前回から続く

「振動ジャイロで,ビデオ・カメラのブレを補正できるようになりますよ」

誰もやったことのない技術

 大嶋は,社内の各方面に早速働き掛け,技術検討グループを組織する。しかし,周囲の反応はすこぶる悪い。資金を投じて研究テーマに据えるという会社の方針は,なかなか固まらない。それもそのはず,当時は「手ブレ補正」という考え方が確立していなかったため,その必要性はなかなか理解されなかった。

 発生したブレを補正する適当な機構が見当たらなかったことも,会社側が二の足を踏む姿勢に拍車を掛けた。当時,手ブレを補正するには大きく2つの技術が必要と考えられた。1つは手ブレの量を検出するセンサ。これはいったん中止となった振動ジャイロの開発を復活させればいいだろう。

 問題はもう1つの点だ。それは,センサで検出した手ブレ量を参考に,撮影した画像のブレを実際に補正する機構である。似た技術は,あるにはあった。例えばクルマやヘリコプターから撮影するテレビ・カメラに向けた「安定雲台うんだい」である。だが,ビデオ・カメラには使えそうもない。既存の安定雲台の重量は数十kg,重いものは100kgを超える。価格も数百万円~数千万円と破格だ。そもそも雲台はカメラを支える器具であって,カメラに内蔵するものではない。民生用のビデオ・カメラに組み込むのは,どだい無理な話である。そうこうするうちに,技術検討そのものが中止になってしまった。

「こうなったら,自分で補正機構を検証するしかない!」

 あきらめがつかないでいた大嶋はある時,突破口となる要素技術に遭遇する。それはレーザ・ディスプレイである。レーザ光を壁に照射して文字を描くこの機器は,内部に鏡を動かす機構を備えていた。鏡を動かしてレーザ光の光軸を変え,すらすらと文字を描く。この機構を応用し,逆の発想をする。レーザ・ディスプレイのように出射光の光軸を変えるのではなく,入射光の光軸を変えるのだ。つまりビデオ・カメラのレンズの直前に鏡を置き,レンズに入ってくる光軸を手ブレに同期して変化させれば,ブレを吸収させることが可能になるはずだ。
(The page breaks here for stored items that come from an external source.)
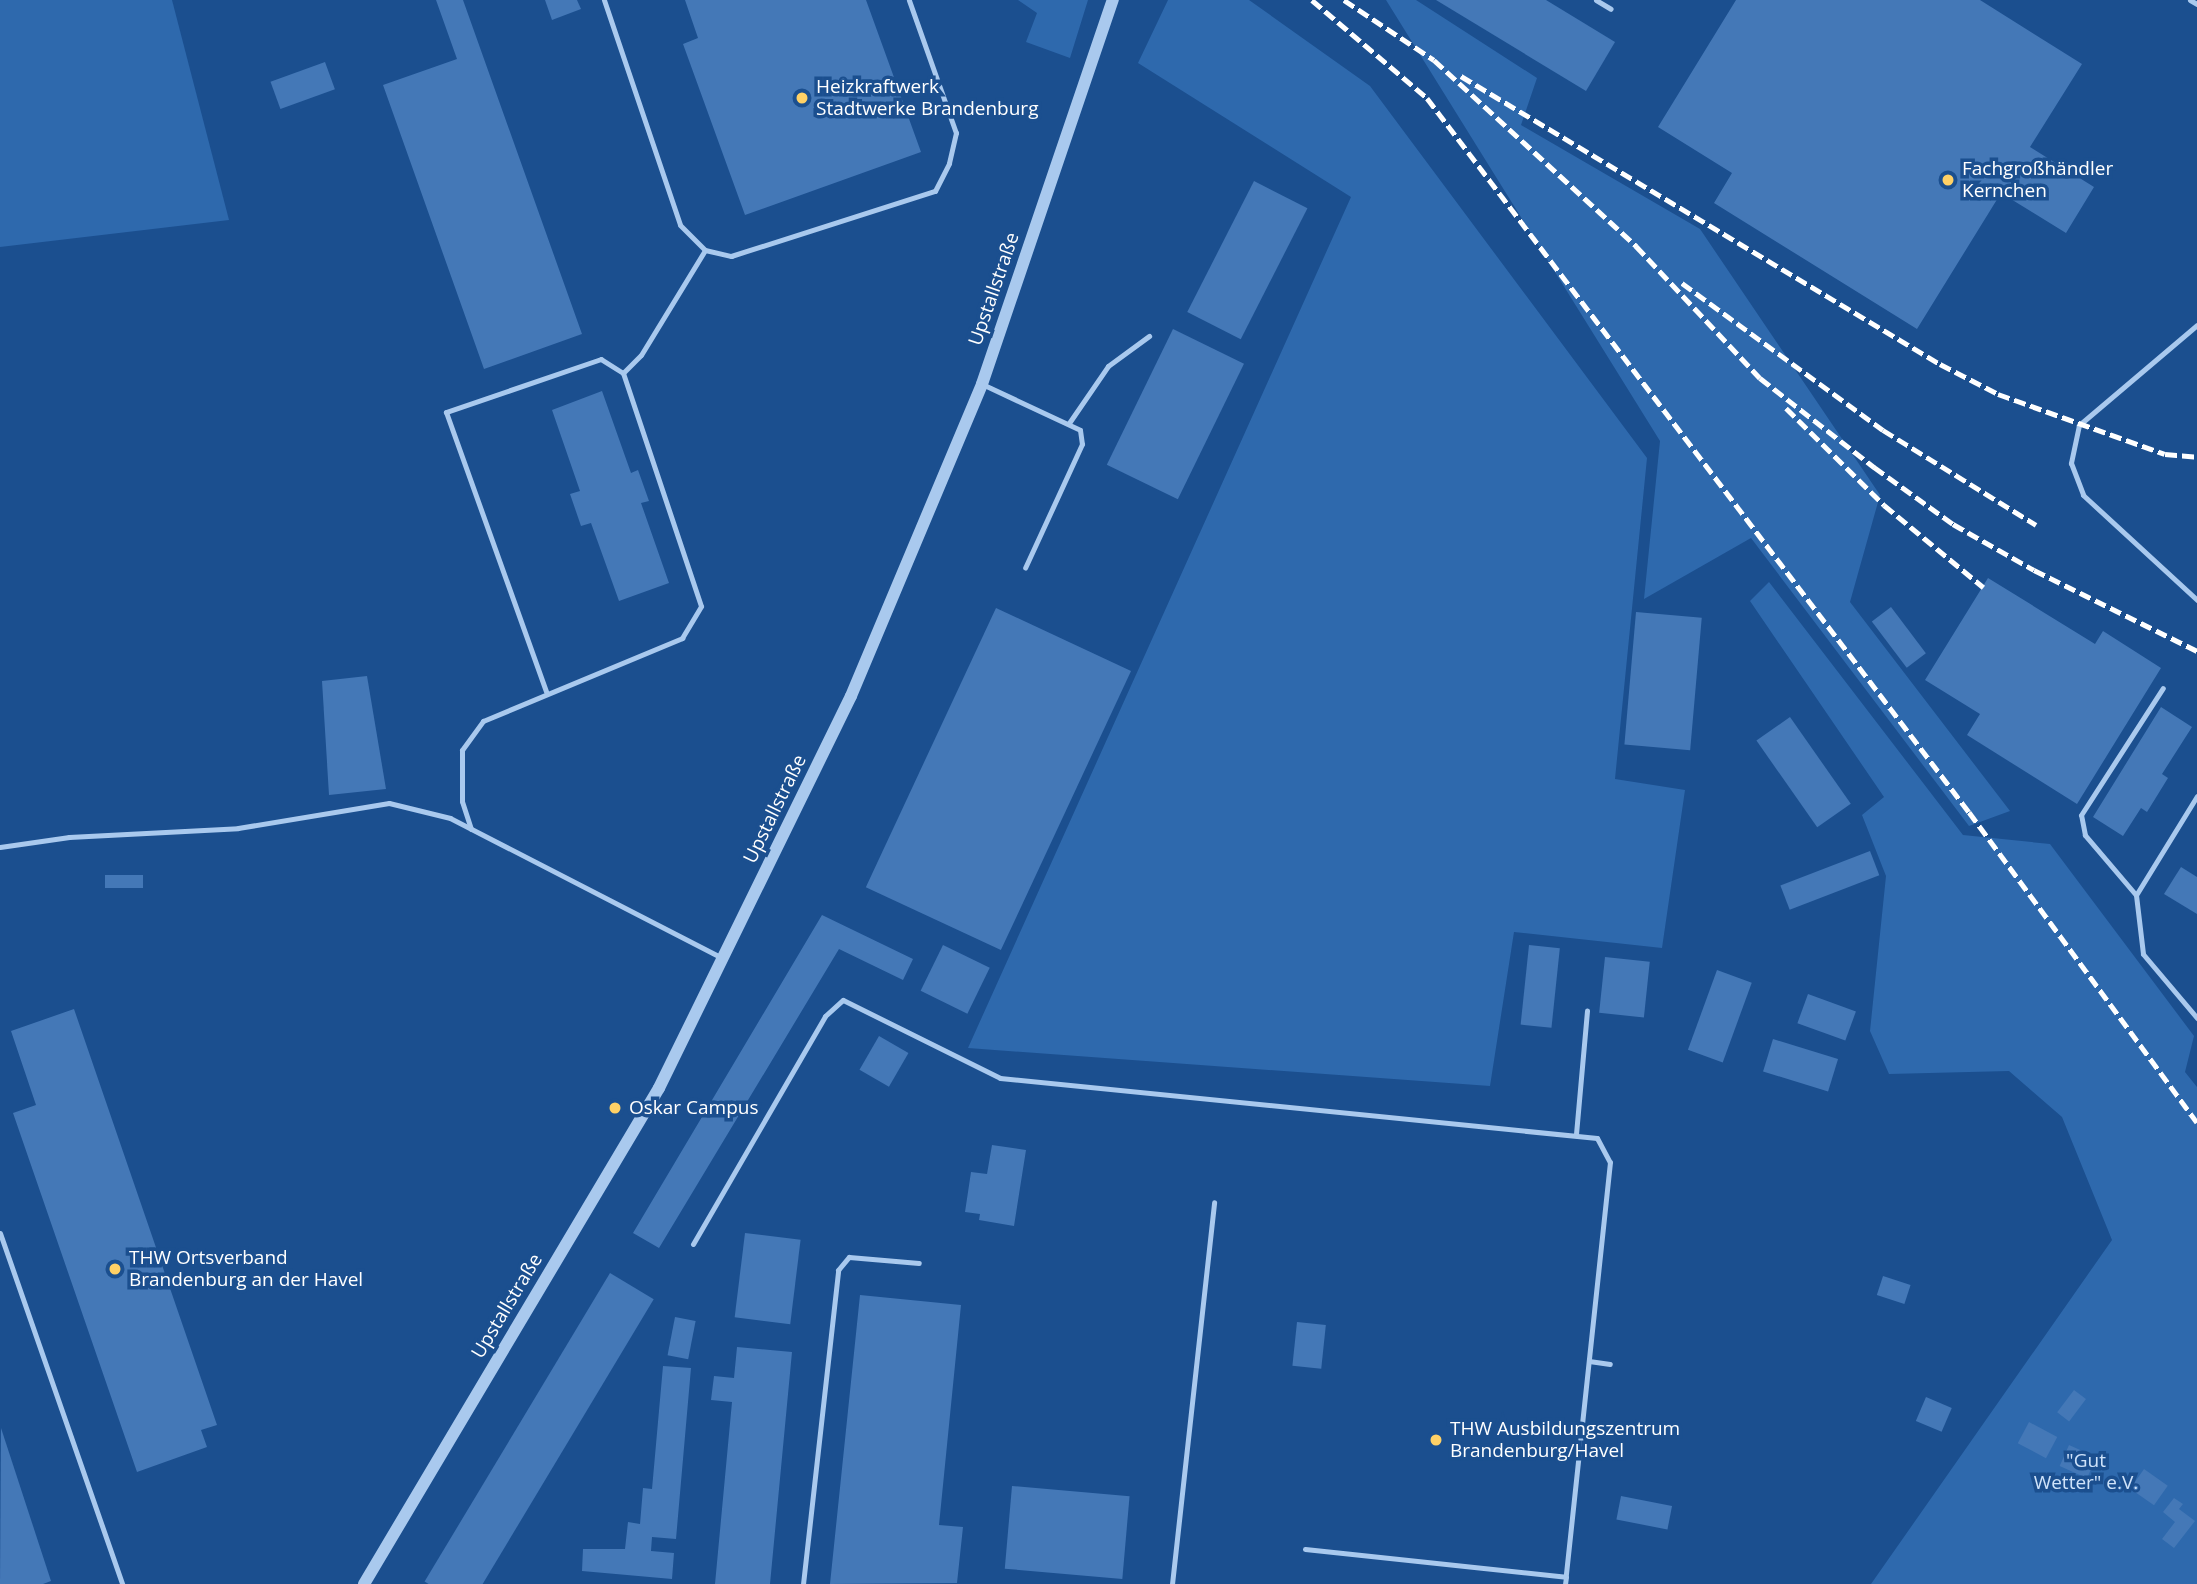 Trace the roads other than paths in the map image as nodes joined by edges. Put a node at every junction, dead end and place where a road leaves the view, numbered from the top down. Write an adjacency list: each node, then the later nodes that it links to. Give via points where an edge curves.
1 (604, 0): 8 (lane, via 680,225)
2 (909, 0): 8 (lane, via 956,133 950,163 935,191 731,256)
3 (1596, 0): 7 (lane)
4 (2190, 0): 6 (lane)
5 (1108, 2): 12 (street, Upstallstraße)
6 (2197, 4)
7 (1611, 9)
8 (705, 250): 11 (lane, via 641,355)
9 (2197, 325): 15 (lane, via 2079,425 2071,463 2082,495)
10 (1149, 336): 13 (lane, via 1108,366)
11 (623, 373): 17 (lane, via 701,606 682,638); 17 (lane, via 601,359 446,412)
12 (982, 384): 13 (lane); 22 (street, Upstallstraße, via 851,696)
13 (1069, 422): 14 (lane, via 1080,430 1082,444)
14 (1025, 568)
15 (2197, 600)
16 (2163, 688): 21 (lane, via 2081,815 2085,835)
17 (546, 692): 19 (lane, via 483,721 461,750 462,801)
18 (2197, 796): 21 (lane)
19 (471, 829): 20 (lane, via 450,818 389,803 238,828 69,837); 22 (lane)
20 (0, 847)
21 (2136, 895): 24 (lane, via 2143,954)
22 (724, 959): 35 (street, Upstallstraße, via 659,1088)
23 (1587, 1010): 25 (lane)
24 (2197, 1018)
25 (1576, 1134): 28 (lane, via 1000,1077 843,1000 825,1016); 30 (lane, via 1597,1138 1610,1162)
26 (1214, 1202): 37 (lane)
27 (0, 1233): 34 (lane)
28 (694, 1244)
29 (919, 1263): 36 (lane, via 849,1257 838,1270)
30 (1589, 1361): 31 (lane); 33 (lane)
31 (1610, 1364)
32 (1305, 1549): 33 (lane)
33 (1565, 1581)
34 (122, 1584)
35 (364, 1584)
36 (803, 1584)
37 (1172, 1584) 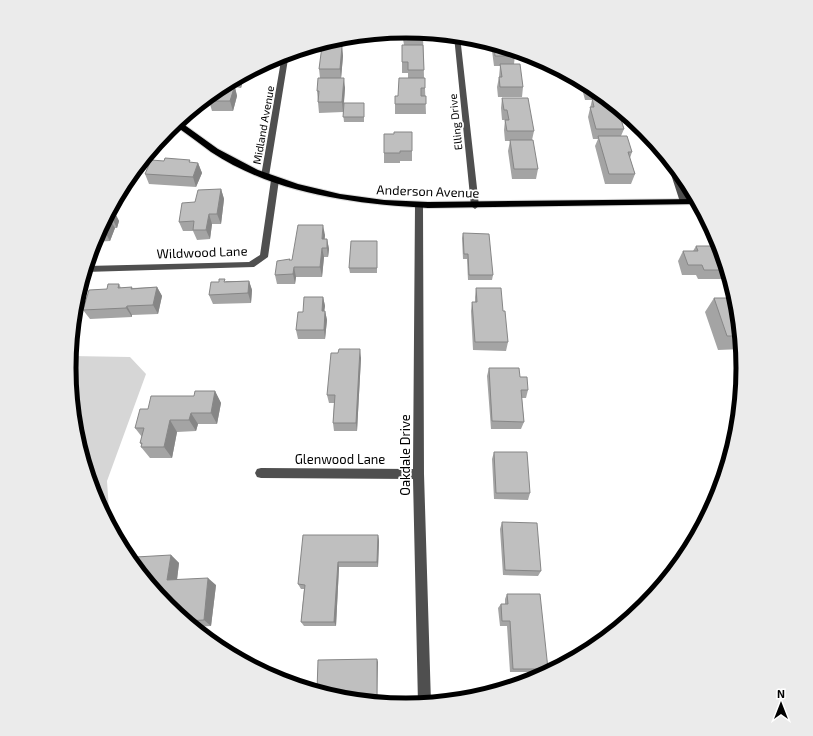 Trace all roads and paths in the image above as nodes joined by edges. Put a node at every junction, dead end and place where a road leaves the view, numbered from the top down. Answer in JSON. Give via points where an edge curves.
{"nodes":[{"id":1,"x":458,"y":42,"type":"edge"},
{"id":2,"x":285,"y":61,"type":"edge"},
{"id":3,"x":182,"y":127,"type":"edge"},
{"id":4,"x":265,"y":176,"type":"junction"},
{"id":5,"x":676,"y":179,"type":"edge"},
{"id":6,"x":275,"y":180,"type":"junction"},
{"id":7,"x":684,"y":202,"type":"junction"},
{"id":8,"x":691,"y":202,"type":"edge"},
{"id":9,"x":419,"y":206,"type":"junction"},
{"id":10,"x":475,"y":206,"type":"junction"},
{"id":11,"x":92,"y":269,"type":"edge"},
{"id":12,"x":261,"y":473,"type":"dead end"},
{"id":13,"x":418,"y":474,"type":"junction"},
{"id":14,"x":424,"y":697,"type":"edge"}],
"edges":[{"from":1,"to":10,"type":"street","name":"Elling Drive"},
{"from":2,"to":4,"type":"street","name":"Midland Avenue"},
{"from":3,"to":4,"type":"main road","name":"Anderson Avenue","via":[[234,162]]},
{"from":4,"to":6,"type":"main road","name":"Anderson Avenue"},
{"from":5,"to":7,"type":"street"},
{"from":6,"to":9,"type":"main road","name":"Anderson Avenue","via":[[332,196]]},
{"from":6,"to":11,"type":"street","name":"Wildwood Lane","via":[[264,257],[251,265]]},
{"from":7,"to":8,"type":"main road","name":"Anderson Avenue"},
{"from":7,"to":10,"type":"main road","name":"Anderson Avenue"},
{"from":9,"to":10,"type":"main road","name":"Anderson Avenue"},
{"from":9,"to":13,"type":"street","name":"Oakdale Drive"},
{"from":12,"to":13,"type":"street","name":"Glenwood Lane"},
{"from":13,"to":14,"type":"street","name":"Oakdale Drive"}]}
 なにしろ行動力のある大嶋である。直ちにこのアイデアの試作に取り掛かる。それから幾日が経過しただろうか,ビデオ・カメラに向けた手ブレ補正技術の試作1号機を完成させる。後に「ミラー補正方式」と呼ばれるようになった技術だ。試作機は良い特性を示し,振動ジャイロを使った手ブレ補正技術の基本動作を確認できたのである。これを機に,手ブレ補正技術は正式な研究テーマとして認められ,手ブレ補正機構の開発とジャイロ・センサの開発がそれぞれ本格的に始まることになる。

ミラー補正方式による試作機

仲間を増やす

 研究開発を推進するに当たり,大嶋は一緒に取り組む仲間を増やしていく。大嶋とて,1人では到底すべてをやり切れない。研究グループに加わった新たな顔触れには,林孝行の姿もあった。当時,林は新人研修を終えて研究所に配属されたばかり。右も左も分からない中で,画像のブレを補正する機構の開発の一翼を担うことになる。まさか自身が,手ブレ補正技術の開発というバトンを受け継いでいくことになるとは知らずに…。

 まず,大嶋らは画像を補正する機構を幾つか検討した。候補には,基礎検討したミラー補正方式のほか,可変プリズム駆動方式や鏡筒補正方式,撮像板駆動方式などが挙がった。机上検討の結果,ここからミラー補正方式と鏡筒補正方式の2つに絞り込む。補正角度の目標値である±6度は,この2方式しか達成できなかったのだ。

鏡筒補正方式の構成

 ±6度の補正角度は,現在のカメラに搭載されている手ブレ補正の仕様に比べて1ケタほど高い。歩行の撮影時における手ブレを補正することも視野に入れていたためだ。今でこそ,これはオーバー・スペックだと判断できるが,当時は手ブレ補正に関するユーザーの使用状況や要求が全く分からない段階だった。ただこの目標設定は,後々の成功への布石となったのかもしれない。現在の光学式手ブレ補正技術の原型となる鏡筒補正方式を選択する一因になったのだから。